Pope turns 85, says is in "last stretch" of his life
VATICAN CITY (Reuters) - Pope Benedict marked his 85th birthday on Monday saying he is now in the "last stretch" of his life but sure that God would help him continue his mission.
Benedict, who has looked tired and drawn recently, is one of history's oldest reigning pontiffs - and already older than his predecessor John Paul II was when he died in 2005.
The pope said a Mass of thanksgiving with German bishops and close aides. Afterwards, children in traditional garb from his native Bavaria danced for him under the frescoes of the Vatican's Clementine Hall.
"I find myself facing the last stretch on the road of my life," Benedict said in German during the early morning Mass in a Vatican chapel.
He said he was confident that God's light would help him "proceed with assurance".
Benedict is now the oldest reigning pope since Leo XIII, who died aged 93 in 1903 after reigning for 25 years.
On Thursday, Benedict will mark another milestone when he celebrates the seventh anniversary of his election.
The pope has looked particularly tired since his return from a gruelling trip to Mexico and Cuba last month, followed by a hectic week of ceremonies leading up to Easter. But he was alert and smiling on Monday.
Speaking to pilgrims and tourists in St Peter's Square on Sunday, he asked for prayers "so that the Lord may give me the strength to carry out the mission he has entrusted to me".
Benedict's older brother, Monsignor Georg Ratzinger, who has often expressed concern for the health of his younger sibling, flew in for the celebrations, which were also attended by some Bavarian politicians.
"I think he won't travel that much anymore, because it's more and more of an effort," Georg Ratzinger, 88, told the German Catholic news agency KNA earlier this month.
The Vatican has announced that Benedict will visit Lebanon, only his second trip this year, while he has made more trips per year in past years.
When he left for Mexico and Cuba, he used a cane at the airport for the first time in public, though sources say he has been using it in private for some time.
Last year, to conserve his strength, he began using a mobile platform instead of walking up the aisle of St Peter's Basilica.
The Vatican says it is to spare him fatigue and that there is no concern about his overall health.
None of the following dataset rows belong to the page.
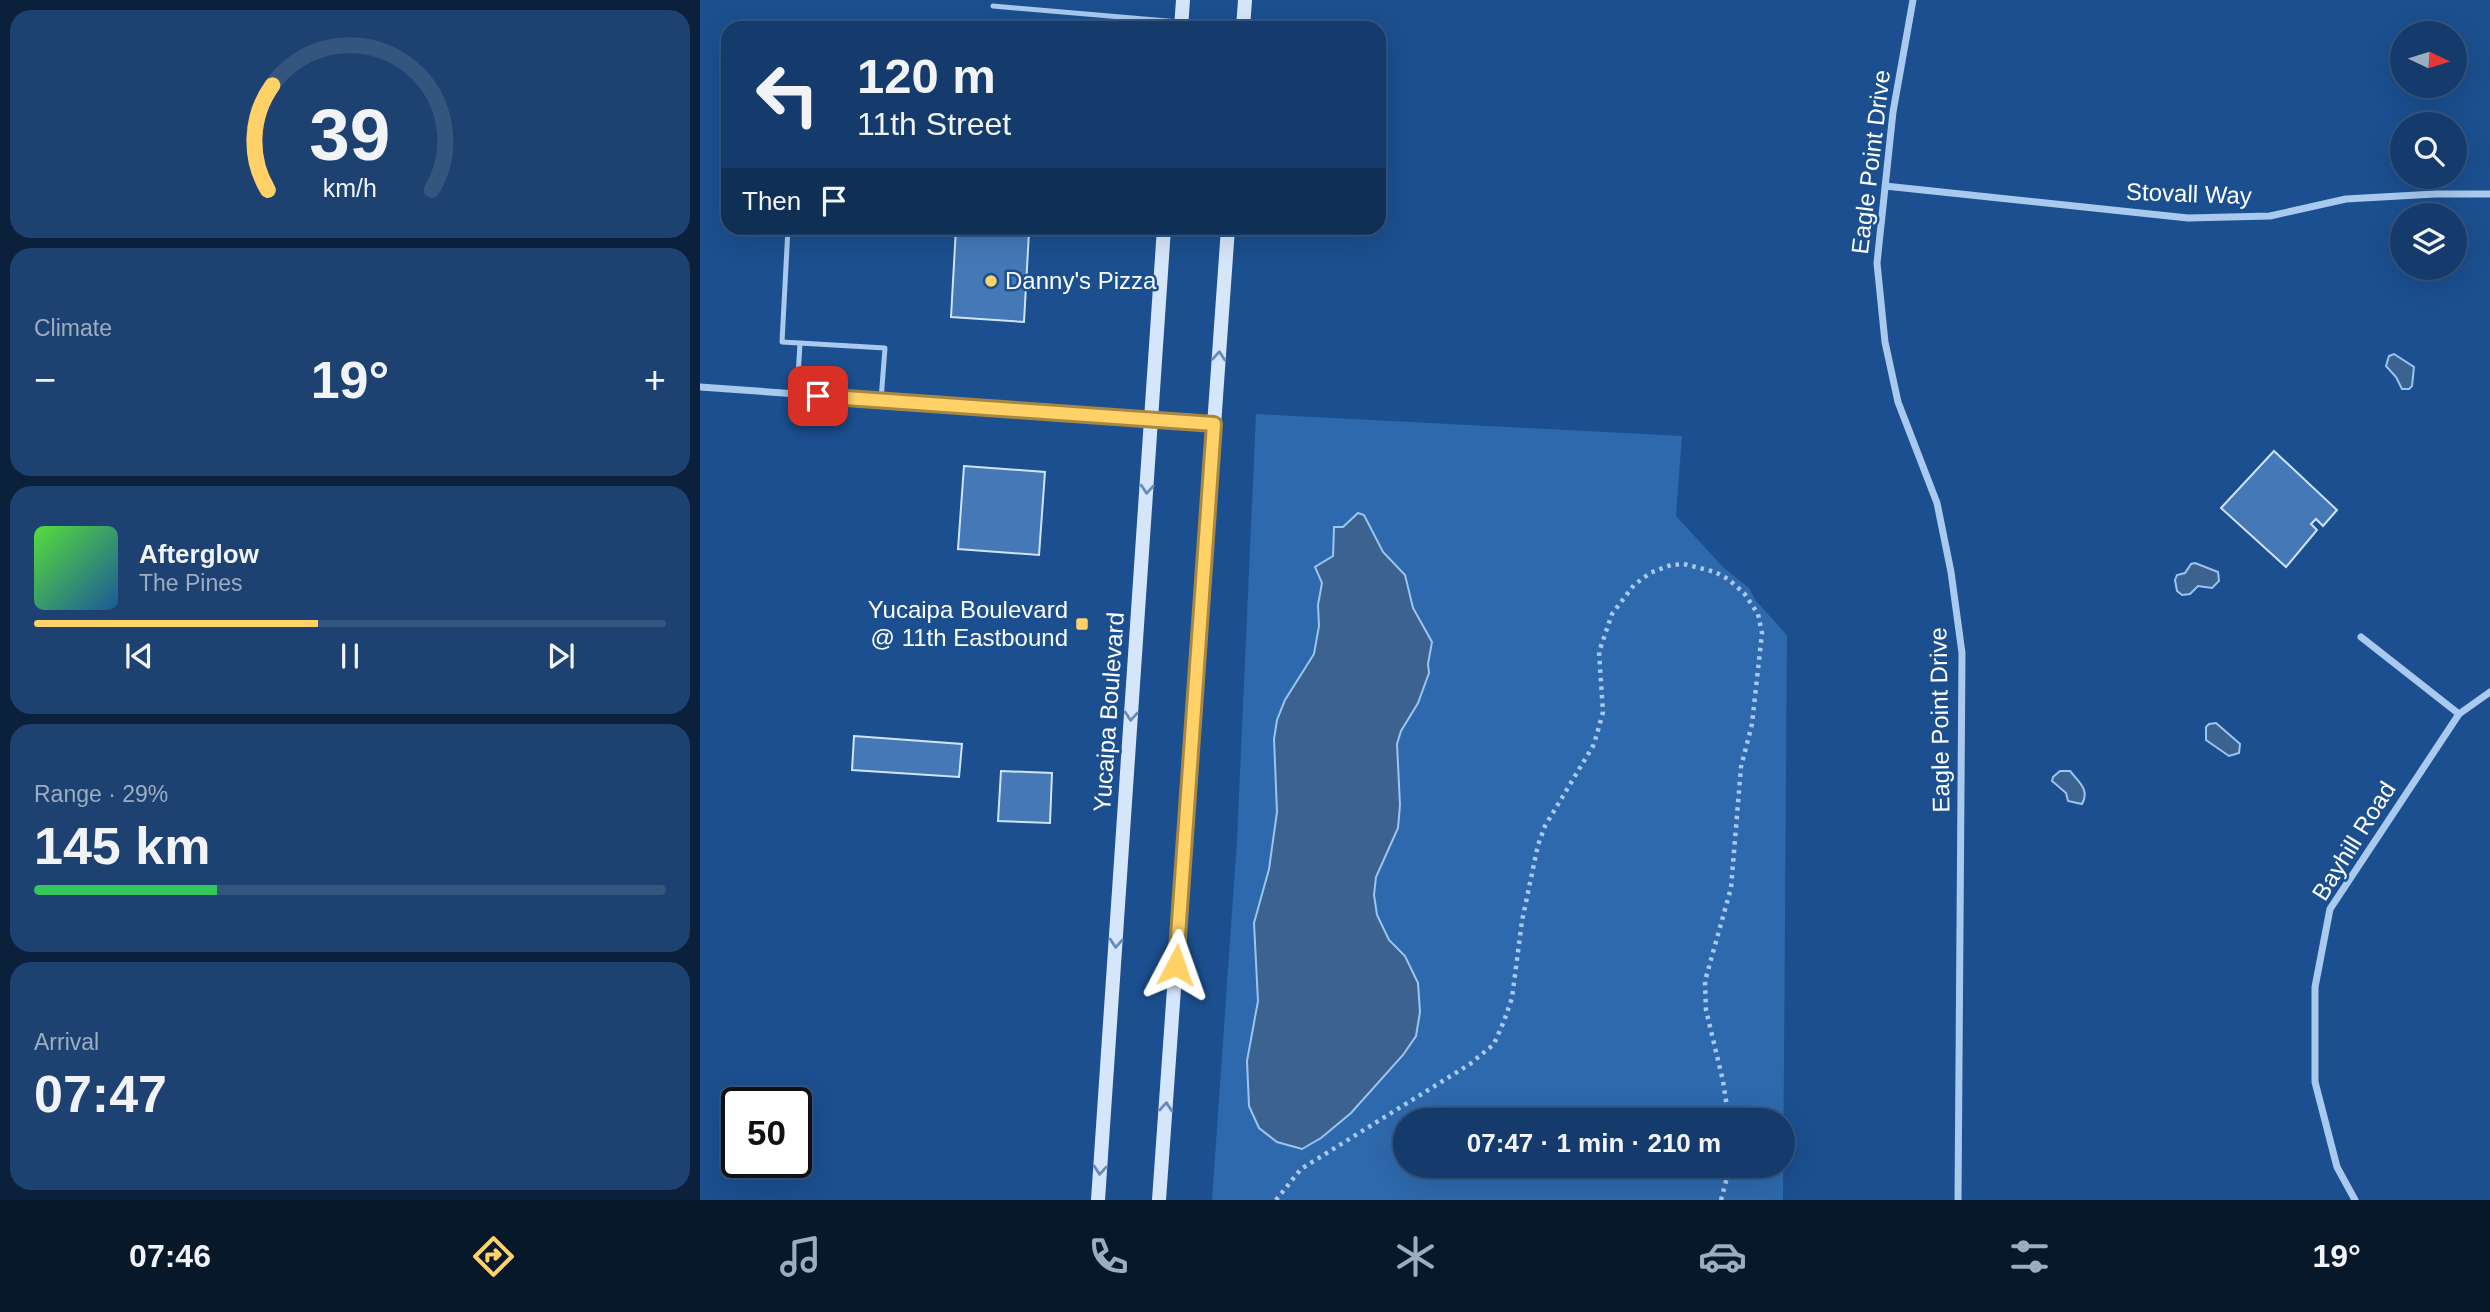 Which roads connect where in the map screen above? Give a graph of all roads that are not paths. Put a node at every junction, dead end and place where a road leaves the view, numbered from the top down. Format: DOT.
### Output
graph roads {
  1 [pos="1183,0"];
  2 [pos="1245,0"];
  3 [pos="1913,0"];
  4 [pos="993,6"];
  5 [pos="1124,18"];
  6 [pos="1124,21"];
  7 [pos="1149,21"];
  8 [pos="1182,21"];
  9 [pos="1244,21"];
  10 [pos="1885,186"];
  11 [pos="2490,194"];
  12 [pos="788,235"];
  13 [pos="1164,235"];
  14 [pos="1228,235"];
  15 [pos="800,343"];
  16 [pos="700,387"];
  17 [pos="797,394"];
  18 [pos="881,400"];
  19 [pos="1152,421"];
  20 [pos="1214,424"];
  21 [pos="2361,636"];
  22 [pos="2490,692"];
  23 [pos="2459,714"];
  24 [pos="1098,1200"];
  25 [pos="1159,1200"];
  26 [pos="1958,1200"];
  27 [pos="2355,1200"];
  1 -- 8 [label="main road"];
  2 -- 9 [label="main road"];
  3 -- 10 [label="street, Eagle Point Drive"];
  4 -- 5 [label="lane"];
  5 -- 6 [label="lane"];
  5 -- 7 [label="lane"];
  10 -- 11 [label="street, Stovall Way"];
  10 -- 26 [label="street, Eagle Point Drive"];
  12 -- 15 [label="lane"];
  13 -- 19 [label="main road, Yucaipa Boulevard"];
  20 -- 14 [label="main road, one-way"];
  15 -- 17 [label="lane"];
  15 -- 18 [label="lane"];
  16 -- 17 [label="street"];
  17 -- 18 [label="street"];
  18 -- 19 [label="street"];
  19 -- 20 [label="street"];
  19 -- 24 [label="main road, Yucaipa Boulevard, one-way"];
  25 -- 20 [label="main road, one-way"];
  21 -- 23 [label="street"];
  22 -- 23 [label="street, Bayhill Road"];
  23 -- 27 [label="street, Bayhill Road"];
}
His brother has said Benedict suffered two mild strokes before his election in 2005 and he reportedly suffers from high blood pressure and arthritis.
The two milestones this week have again prompted speculation that Benedict might one day become the first pontiff in seven centuries to resign willingly.
One retired archbishop, Luigi Bettazzi of the northern city of Ivrea, openly speculated that someday Benedict could choose to step down instead of reigning for life if he felt he could no longer run the Church properly.
"Those of us who are over 75 are not allowed to run even a small diocese and cardinals over 80 are not allowed to elect a pope. I can understand why one day the pope might say 'even I can't do my job anymore,'" he said during a programme about the pope on Italian state RAI television on Saturday night.
"I wish him a long life and lasting lucidity but I think that if the moment arrives when he sees that things are changing, I think he has the courage to resign," said Bettazzi, who has known the pope for 50 years.
Benedict is the only pope in living memory to discuss publicly the possibility of resignation, though others have done so privately.
In a book in 2010, he said he would not hesitate to resign if he felt no longer able "physically, psychologically and spiritually" to run the Catholic Church.
The last pope to resign willingly was Celestine V in 1294 after reigning for only five months. Gregory XII reluctantly abdicated in 1415 to end a dispute with a rival claimant to the papacy.